Search the material for "roads" and show all lines that contain it.

## Provided data
* * * * * * * * *

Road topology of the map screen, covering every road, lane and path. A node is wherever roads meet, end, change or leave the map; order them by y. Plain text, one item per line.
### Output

* * * * * * * * *

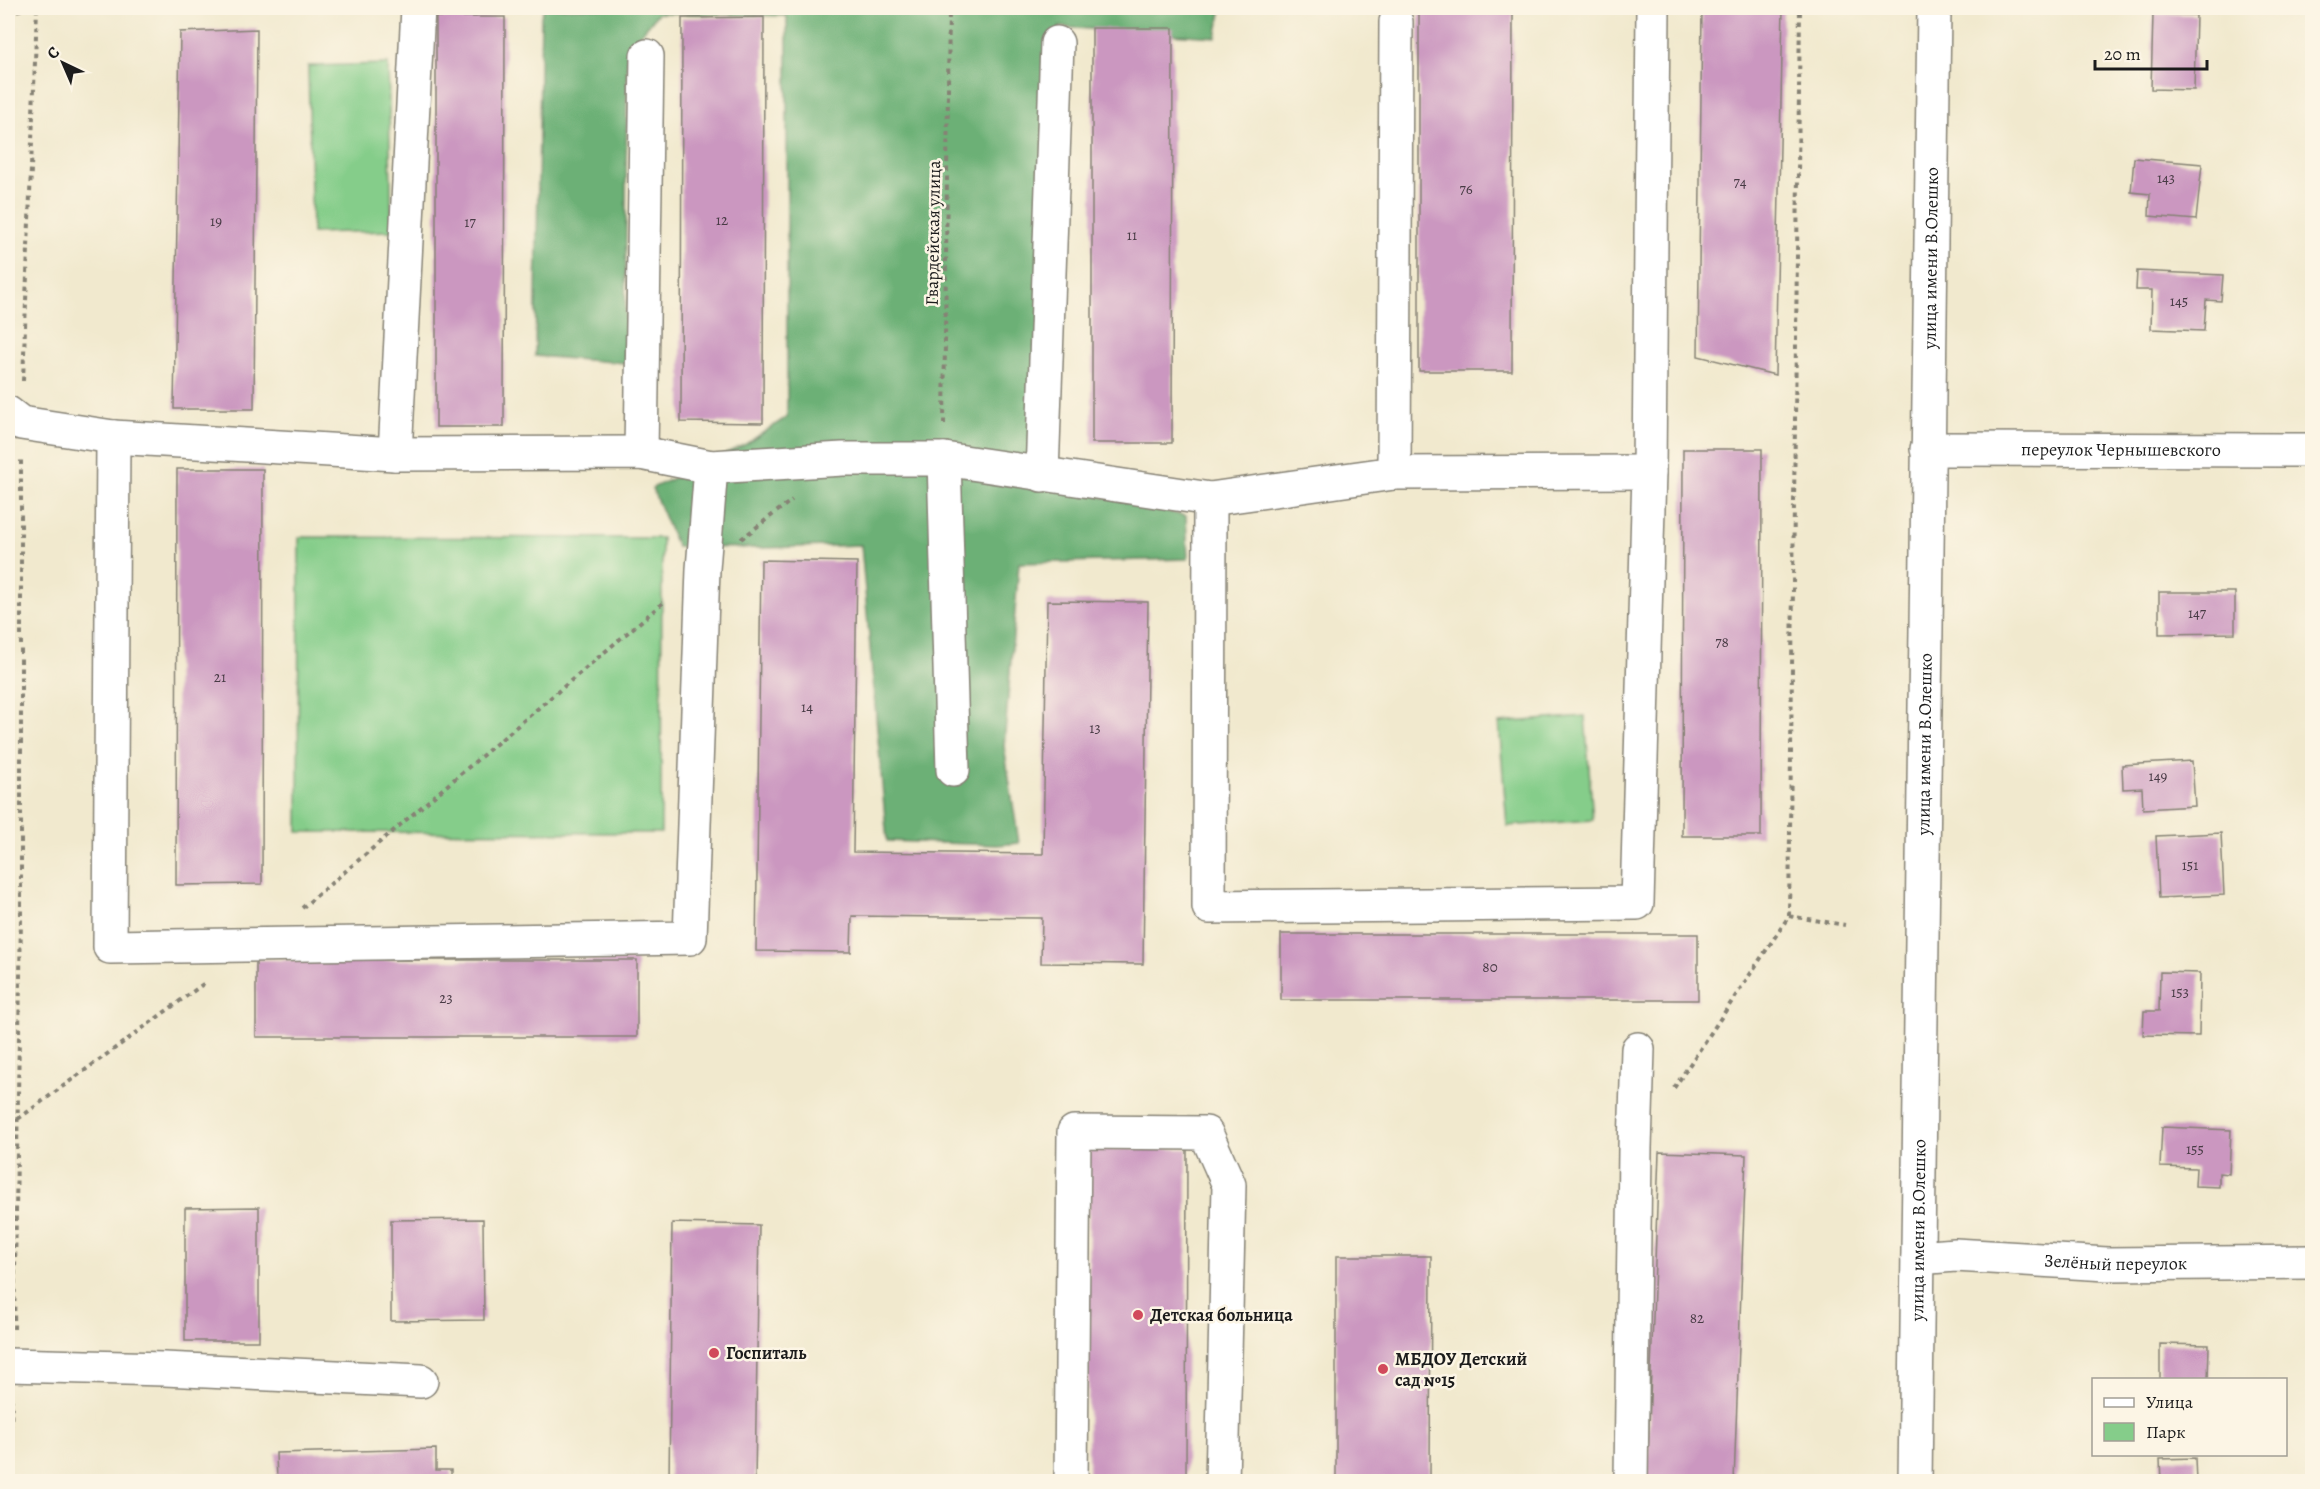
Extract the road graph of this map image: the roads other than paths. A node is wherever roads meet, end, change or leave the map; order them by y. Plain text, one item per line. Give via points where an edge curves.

* * * * * * * * *

## Task output
Road topology of the map screen, covering every road, lane and path. A node is wherever roads meet, end, change or leave the map; order them by y. Plain text, one item per line.
Extract the road graph of this map image: the roads other than paths. A node is wherever roads meet, end, change or leave the map; order them by y. Plain text, one item per line. Give via points where an edge curves.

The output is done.